Tier 1: Hardware-Isolated Vaults

Implementations using hardware trusted execution environments (AWS Nitro Enclaves, IBM Hyper Protect Secure Execution, Intel SGX/TDX, ARM CCA) for vault operations. Secrets are decrypted and used only within the enclave. Action execution occurs entirely within the hardware trust boundary. This tier provides the strongest security guarantee: even the vault operator cannot access secrets.

Example: VettID's zero-knowledge vault architecture uses AWS Nitro Enclaves for vault computation and NATS messaging for encrypted communication, with mobile app-based owner approval.

Tier 2: Encrypted Cloud Vaults

Implementations using server-side encryption with customer-managed keys, where the vault service manages encrypted storage and policy enforcement but delegates key management to the owner. Action execution occurs server-side with secrets decrypted in memory for the duration of the operation. Secrets are not accessible to the vault service provider's staff.

Tier 3: Local Encrypted Keystores

Implementations using OS-level keystores (macOS Keychain, Windows DPAPI, Linux Secret Service) or local encrypted files. Secrets are decrypted on the owner's device. Action execution occurs on the device. This tier is appropriate for individual developer use cases and provides the simplest deployment model, trading off availability for simplicity.

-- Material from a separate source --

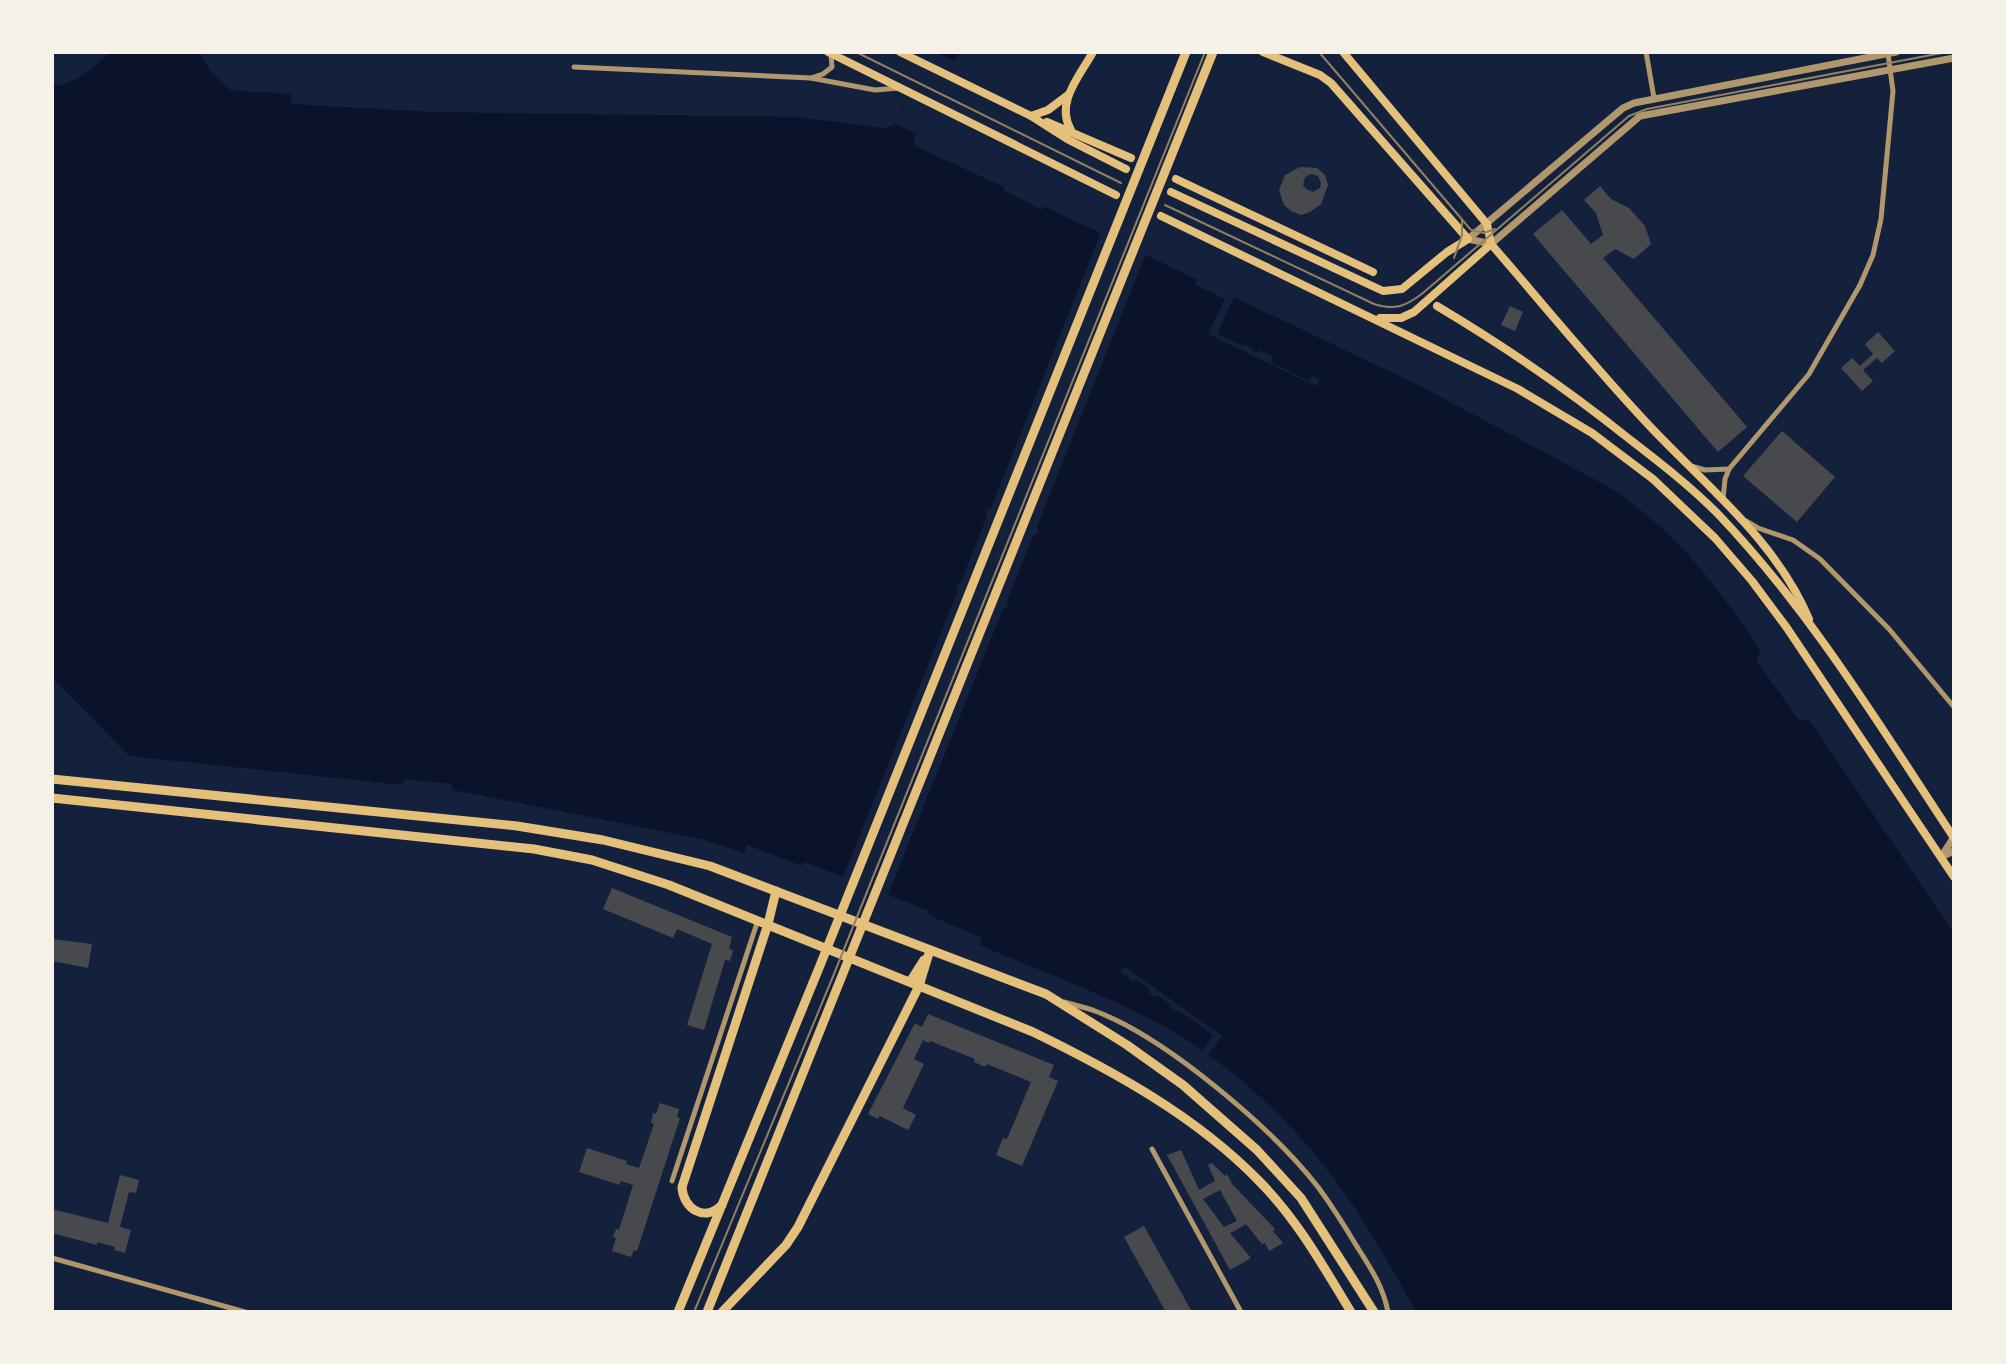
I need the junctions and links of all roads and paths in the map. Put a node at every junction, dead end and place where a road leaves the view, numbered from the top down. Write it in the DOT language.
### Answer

A LEASH-compliant implementation MUST declare its tier and the associated security properties. Clients MAY use tier information to make informed decisions about which secrets to access through which vault.

7. Proposal for AAIF

We propose that LEASH be adopted as a project within the Agentic AI Foundation with the following roadmap:

Phase 1: Specification (Q2 2026)

  • Formalize the LEASH protocol specification, including MCP tool schemas, enrollment flow, Connection Contract format, and audit log schema.
  • Publish a LEASH Connector reference implementation as open-source software under the AAIF.
  • Define conformance tests for vault implementations claiming LEASH compliance.

Phase 2: Ecosystem Integration (Q3 2026)

  • Develop LEASH Connector packages for major agent frameworks (Goose, LangChain, CrewAI, AutoGen).
  • Publish an AGENTS.md extension for declaring LEASH requirements in project repositories.
  • Engage enterprise secrets management vendors to implement LEASH-compliant vault interfaces.

Phase 3: Hardening (Q4 2026)

  • Community security audit of the specification and reference implementation.
  • Formal verification of critical protocol properties (secret non-exposure, revocation completeness).
  • Performance benchmarking and optimization for high-throughput agent workloads.

The agentic AI ecosystem is moving from experimentation to production. MCP solved the tool integration problem. LEASH solves the secrets problem. Together, they provide the secure, standardized infrastructure that enterprises need to deploy AI agents with confidence.

Appendix A: Terminology

Term Definition
Secret Any credential, key, token, certificate, or sensitive data required to authenticate or authorize an operation.
Vault A secure storage and computation environment that holds secrets and enforces access policies. May be hardware-isolated, cloud-hosted, or local.
Connector A lightweight process running alongside an AI agent that exposes LEASH tools as an MCP server and mediates all secret-related communication with the vault.
Owner The human who controls a vault and its secrets. The owner approves agent enrollment, defines Connection Contracts, and can revoke access at any time.
Operator The person or system that deploys and runs an AI agent with a LEASH Connector.
Connection Contract A set of permissions, constraints, and policies defined by the owner that governs what an enrolled agent may access and how.
Action Execution A pattern where the vault performs an operation using a secret on the agent's behalf, returning only the result. The agent never receives the secret.
Platform Binding The practice of encrypting Connector credentials using machine-specific attributes so they cannot be used on another machine.
Enrollment The one-time process by which an agent's Connector is registered with a vault and the owner defines its Connection Contract.